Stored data
###

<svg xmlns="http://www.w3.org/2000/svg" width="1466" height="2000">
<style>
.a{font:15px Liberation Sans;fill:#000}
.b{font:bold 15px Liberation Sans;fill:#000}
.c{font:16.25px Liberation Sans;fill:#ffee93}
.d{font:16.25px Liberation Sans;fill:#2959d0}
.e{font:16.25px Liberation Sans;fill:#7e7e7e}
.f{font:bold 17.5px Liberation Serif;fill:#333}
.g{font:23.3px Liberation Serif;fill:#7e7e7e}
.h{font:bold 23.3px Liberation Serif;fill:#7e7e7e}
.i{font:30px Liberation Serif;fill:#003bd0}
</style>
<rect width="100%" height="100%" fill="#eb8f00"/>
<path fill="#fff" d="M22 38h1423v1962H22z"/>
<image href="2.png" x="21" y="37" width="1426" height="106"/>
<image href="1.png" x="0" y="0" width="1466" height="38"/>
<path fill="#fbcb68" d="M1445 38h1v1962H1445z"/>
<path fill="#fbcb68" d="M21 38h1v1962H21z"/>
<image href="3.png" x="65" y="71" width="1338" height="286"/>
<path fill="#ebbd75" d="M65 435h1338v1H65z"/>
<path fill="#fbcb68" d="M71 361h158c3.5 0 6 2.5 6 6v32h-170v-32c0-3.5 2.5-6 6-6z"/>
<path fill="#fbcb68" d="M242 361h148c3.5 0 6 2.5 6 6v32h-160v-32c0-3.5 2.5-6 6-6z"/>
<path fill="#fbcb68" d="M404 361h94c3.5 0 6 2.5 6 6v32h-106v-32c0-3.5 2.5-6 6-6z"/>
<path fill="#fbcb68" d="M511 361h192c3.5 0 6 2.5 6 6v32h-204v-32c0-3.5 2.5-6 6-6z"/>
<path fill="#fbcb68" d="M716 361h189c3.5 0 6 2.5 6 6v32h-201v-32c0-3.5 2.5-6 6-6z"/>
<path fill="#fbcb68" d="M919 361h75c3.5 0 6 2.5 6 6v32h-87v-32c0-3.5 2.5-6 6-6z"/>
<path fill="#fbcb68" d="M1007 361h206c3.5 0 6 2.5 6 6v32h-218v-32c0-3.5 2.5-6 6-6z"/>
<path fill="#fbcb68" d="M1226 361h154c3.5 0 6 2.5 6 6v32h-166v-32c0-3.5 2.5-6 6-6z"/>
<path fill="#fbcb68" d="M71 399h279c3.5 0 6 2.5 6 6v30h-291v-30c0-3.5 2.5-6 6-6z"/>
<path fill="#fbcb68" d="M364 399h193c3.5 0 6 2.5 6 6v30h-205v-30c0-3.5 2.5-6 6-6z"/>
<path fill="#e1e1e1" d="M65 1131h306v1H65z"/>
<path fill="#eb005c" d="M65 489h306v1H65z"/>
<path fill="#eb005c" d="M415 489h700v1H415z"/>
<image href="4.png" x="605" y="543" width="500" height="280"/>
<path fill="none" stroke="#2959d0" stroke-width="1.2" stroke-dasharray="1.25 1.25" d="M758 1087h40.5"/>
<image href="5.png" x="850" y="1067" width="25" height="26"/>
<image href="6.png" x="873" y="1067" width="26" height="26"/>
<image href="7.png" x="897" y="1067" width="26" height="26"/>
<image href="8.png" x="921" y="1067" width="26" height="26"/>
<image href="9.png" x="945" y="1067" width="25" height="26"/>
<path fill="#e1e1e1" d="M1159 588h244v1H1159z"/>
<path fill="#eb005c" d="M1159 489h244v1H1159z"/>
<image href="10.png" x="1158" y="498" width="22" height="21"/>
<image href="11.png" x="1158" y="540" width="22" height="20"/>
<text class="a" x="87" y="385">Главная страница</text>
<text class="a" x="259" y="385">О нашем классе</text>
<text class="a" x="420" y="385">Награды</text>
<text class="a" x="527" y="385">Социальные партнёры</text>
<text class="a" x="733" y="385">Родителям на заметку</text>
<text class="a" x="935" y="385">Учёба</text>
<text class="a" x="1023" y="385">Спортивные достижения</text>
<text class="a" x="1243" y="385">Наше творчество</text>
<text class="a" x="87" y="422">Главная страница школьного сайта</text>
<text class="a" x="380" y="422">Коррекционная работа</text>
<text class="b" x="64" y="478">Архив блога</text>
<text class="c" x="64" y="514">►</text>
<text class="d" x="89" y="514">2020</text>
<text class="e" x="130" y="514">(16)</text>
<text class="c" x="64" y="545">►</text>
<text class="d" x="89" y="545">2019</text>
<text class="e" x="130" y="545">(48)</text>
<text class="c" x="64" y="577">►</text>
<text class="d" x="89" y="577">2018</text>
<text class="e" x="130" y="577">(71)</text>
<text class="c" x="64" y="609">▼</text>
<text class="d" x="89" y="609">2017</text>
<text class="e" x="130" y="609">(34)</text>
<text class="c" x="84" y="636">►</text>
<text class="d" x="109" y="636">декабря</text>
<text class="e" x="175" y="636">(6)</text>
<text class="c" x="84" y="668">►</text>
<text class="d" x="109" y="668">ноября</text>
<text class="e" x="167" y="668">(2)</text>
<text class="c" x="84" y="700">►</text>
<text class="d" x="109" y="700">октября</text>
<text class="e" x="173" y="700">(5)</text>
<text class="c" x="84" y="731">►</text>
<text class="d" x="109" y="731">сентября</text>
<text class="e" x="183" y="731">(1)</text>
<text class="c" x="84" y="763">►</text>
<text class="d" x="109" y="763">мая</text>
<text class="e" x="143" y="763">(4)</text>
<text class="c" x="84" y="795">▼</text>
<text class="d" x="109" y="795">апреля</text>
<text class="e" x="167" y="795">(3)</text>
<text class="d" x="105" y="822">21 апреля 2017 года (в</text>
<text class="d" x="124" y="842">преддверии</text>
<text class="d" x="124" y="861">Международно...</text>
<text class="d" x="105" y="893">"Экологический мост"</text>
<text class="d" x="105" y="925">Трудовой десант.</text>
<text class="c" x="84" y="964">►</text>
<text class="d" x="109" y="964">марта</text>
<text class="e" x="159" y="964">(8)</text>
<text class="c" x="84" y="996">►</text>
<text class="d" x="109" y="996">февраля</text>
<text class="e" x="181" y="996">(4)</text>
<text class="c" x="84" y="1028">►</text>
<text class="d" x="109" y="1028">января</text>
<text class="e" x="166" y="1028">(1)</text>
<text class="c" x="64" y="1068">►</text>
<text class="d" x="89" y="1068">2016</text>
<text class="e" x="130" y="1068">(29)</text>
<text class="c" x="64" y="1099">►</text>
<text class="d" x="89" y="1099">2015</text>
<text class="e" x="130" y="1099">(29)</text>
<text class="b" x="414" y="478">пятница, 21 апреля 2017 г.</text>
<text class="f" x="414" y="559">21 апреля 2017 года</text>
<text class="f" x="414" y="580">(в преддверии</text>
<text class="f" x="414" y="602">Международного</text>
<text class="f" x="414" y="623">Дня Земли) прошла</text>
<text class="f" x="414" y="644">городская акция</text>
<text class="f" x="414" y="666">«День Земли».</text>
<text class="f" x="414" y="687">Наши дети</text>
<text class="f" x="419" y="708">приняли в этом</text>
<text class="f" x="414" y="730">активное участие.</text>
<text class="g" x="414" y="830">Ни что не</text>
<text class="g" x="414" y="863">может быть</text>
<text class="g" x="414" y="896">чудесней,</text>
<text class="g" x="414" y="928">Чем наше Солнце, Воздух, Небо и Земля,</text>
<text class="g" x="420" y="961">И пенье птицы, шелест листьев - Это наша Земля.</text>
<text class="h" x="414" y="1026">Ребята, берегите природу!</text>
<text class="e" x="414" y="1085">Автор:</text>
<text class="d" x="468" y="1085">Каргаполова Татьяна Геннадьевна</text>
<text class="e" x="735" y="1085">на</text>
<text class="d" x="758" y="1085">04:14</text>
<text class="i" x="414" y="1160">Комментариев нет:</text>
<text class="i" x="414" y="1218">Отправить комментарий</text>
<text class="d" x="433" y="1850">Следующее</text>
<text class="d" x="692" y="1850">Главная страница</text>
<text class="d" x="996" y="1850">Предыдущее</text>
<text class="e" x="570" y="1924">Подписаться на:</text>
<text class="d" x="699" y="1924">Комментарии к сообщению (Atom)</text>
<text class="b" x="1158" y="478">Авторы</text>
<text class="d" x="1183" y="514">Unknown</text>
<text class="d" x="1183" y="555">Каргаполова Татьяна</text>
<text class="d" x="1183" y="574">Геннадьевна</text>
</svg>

###

▶ _Problem description_
Where a line of the records above holds the word "года", copy that line.

▶ _Written solution_
<text class="d" x="105" y="822">21 апреля 2017 года (в</text>
<text class="f" x="414" y="559">21 апреля 2017 года</text>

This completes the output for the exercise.